** Data records follows **

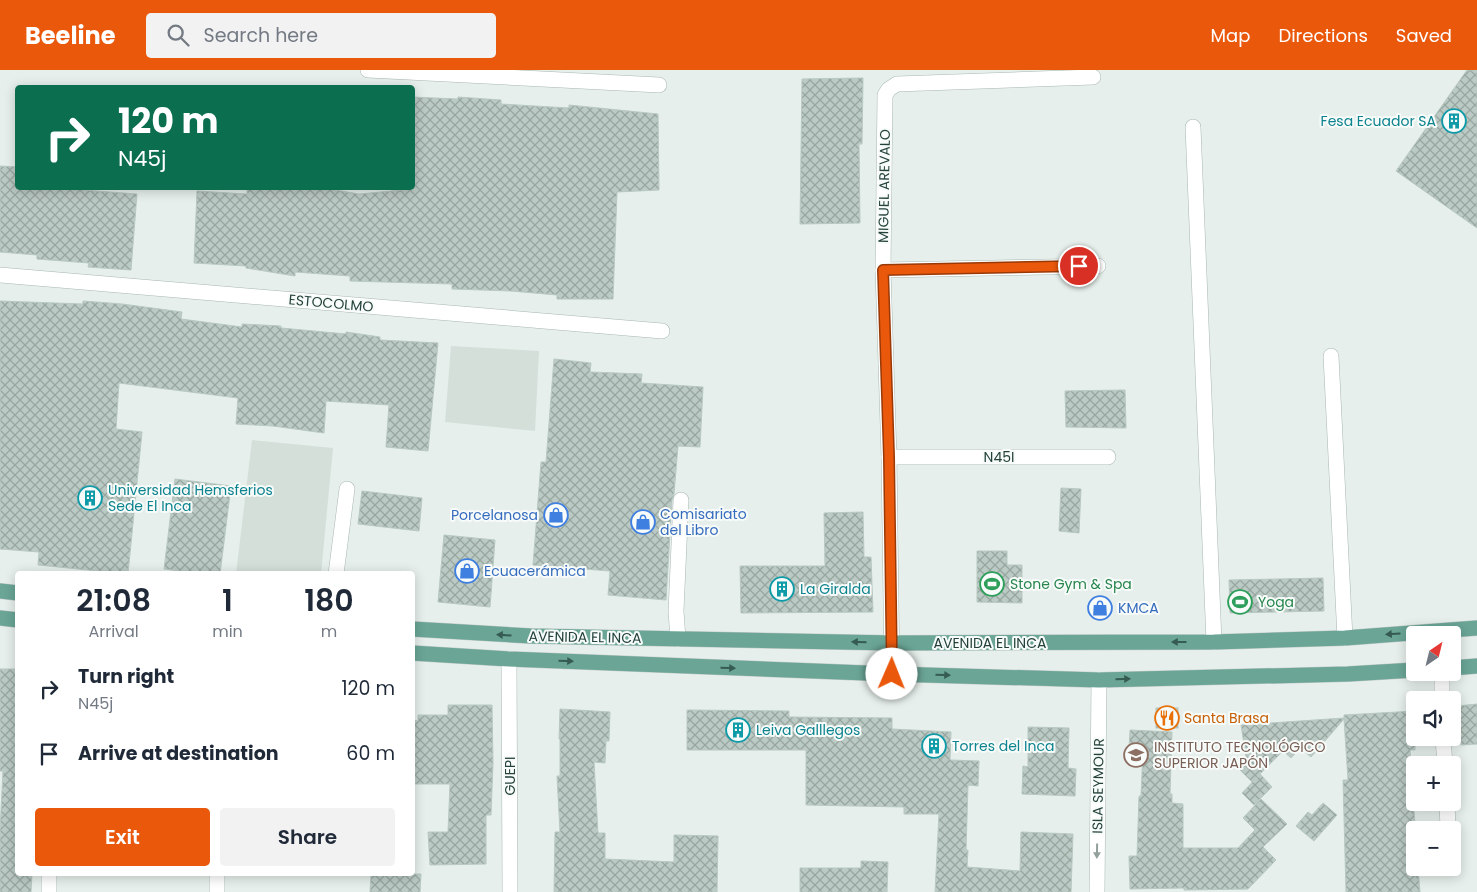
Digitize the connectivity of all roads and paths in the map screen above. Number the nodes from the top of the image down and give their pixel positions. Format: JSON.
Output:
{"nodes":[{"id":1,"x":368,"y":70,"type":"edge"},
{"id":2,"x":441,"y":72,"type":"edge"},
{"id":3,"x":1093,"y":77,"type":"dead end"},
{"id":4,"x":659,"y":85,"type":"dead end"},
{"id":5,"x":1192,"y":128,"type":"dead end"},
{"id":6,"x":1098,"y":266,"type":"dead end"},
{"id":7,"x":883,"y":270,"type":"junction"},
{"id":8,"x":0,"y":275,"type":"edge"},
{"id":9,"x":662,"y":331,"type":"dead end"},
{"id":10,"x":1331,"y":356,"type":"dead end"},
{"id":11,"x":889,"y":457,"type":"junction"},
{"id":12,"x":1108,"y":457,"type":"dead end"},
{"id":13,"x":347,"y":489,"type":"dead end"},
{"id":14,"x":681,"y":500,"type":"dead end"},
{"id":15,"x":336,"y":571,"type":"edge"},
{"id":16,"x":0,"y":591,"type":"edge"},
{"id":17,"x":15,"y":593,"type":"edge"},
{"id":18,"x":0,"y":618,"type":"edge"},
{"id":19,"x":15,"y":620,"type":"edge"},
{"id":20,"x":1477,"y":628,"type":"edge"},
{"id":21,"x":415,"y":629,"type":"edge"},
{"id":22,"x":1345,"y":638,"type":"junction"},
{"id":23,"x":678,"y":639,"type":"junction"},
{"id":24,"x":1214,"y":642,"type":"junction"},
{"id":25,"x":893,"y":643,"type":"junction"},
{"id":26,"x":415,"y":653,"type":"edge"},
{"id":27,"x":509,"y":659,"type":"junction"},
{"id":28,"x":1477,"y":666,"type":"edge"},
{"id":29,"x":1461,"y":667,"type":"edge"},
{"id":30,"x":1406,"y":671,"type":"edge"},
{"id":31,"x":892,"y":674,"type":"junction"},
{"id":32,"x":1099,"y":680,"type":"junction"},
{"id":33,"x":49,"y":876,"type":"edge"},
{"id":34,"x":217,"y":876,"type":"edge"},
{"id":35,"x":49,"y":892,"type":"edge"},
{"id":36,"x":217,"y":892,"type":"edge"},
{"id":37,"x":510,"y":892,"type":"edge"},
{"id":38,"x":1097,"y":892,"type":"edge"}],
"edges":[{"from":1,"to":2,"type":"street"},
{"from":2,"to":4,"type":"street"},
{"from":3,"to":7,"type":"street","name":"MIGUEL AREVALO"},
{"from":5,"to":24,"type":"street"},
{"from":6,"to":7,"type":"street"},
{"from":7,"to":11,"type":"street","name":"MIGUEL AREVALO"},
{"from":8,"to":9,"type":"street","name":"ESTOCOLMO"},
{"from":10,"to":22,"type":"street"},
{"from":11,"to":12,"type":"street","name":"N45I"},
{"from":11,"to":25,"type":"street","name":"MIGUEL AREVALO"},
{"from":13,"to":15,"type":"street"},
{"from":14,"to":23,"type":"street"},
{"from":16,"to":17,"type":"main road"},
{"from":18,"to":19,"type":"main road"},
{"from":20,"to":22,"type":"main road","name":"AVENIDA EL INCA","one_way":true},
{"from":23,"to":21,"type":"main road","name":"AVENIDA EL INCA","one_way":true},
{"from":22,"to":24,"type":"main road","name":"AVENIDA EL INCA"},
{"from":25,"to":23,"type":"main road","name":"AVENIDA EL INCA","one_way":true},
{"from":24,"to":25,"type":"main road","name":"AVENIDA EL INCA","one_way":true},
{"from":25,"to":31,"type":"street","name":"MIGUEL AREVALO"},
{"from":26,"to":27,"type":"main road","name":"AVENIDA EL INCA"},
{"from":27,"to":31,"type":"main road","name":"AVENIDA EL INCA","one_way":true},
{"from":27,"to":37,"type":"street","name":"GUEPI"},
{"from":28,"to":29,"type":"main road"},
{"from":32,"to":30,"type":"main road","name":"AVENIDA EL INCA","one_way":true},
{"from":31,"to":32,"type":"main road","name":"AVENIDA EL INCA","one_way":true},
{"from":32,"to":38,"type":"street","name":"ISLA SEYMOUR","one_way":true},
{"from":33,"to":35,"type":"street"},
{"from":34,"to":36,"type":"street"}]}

** End of Data records **

▶ [Problem]
Go through the records above and copy each line where "MIGUEL" is found.

▶ [Finished exercise]
{"from":3,"to":7,"type":"street","name":"MIGUEL AREVALO"},
{"from":7,"to":11,"type":"street","name":"MIGUEL AREVALO"},
{"from":11,"to":25,"type":"street","name":"MIGUEL AREVALO"},
{"from":25,"to":31,"type":"street","name":"MIGUEL AREVALO"},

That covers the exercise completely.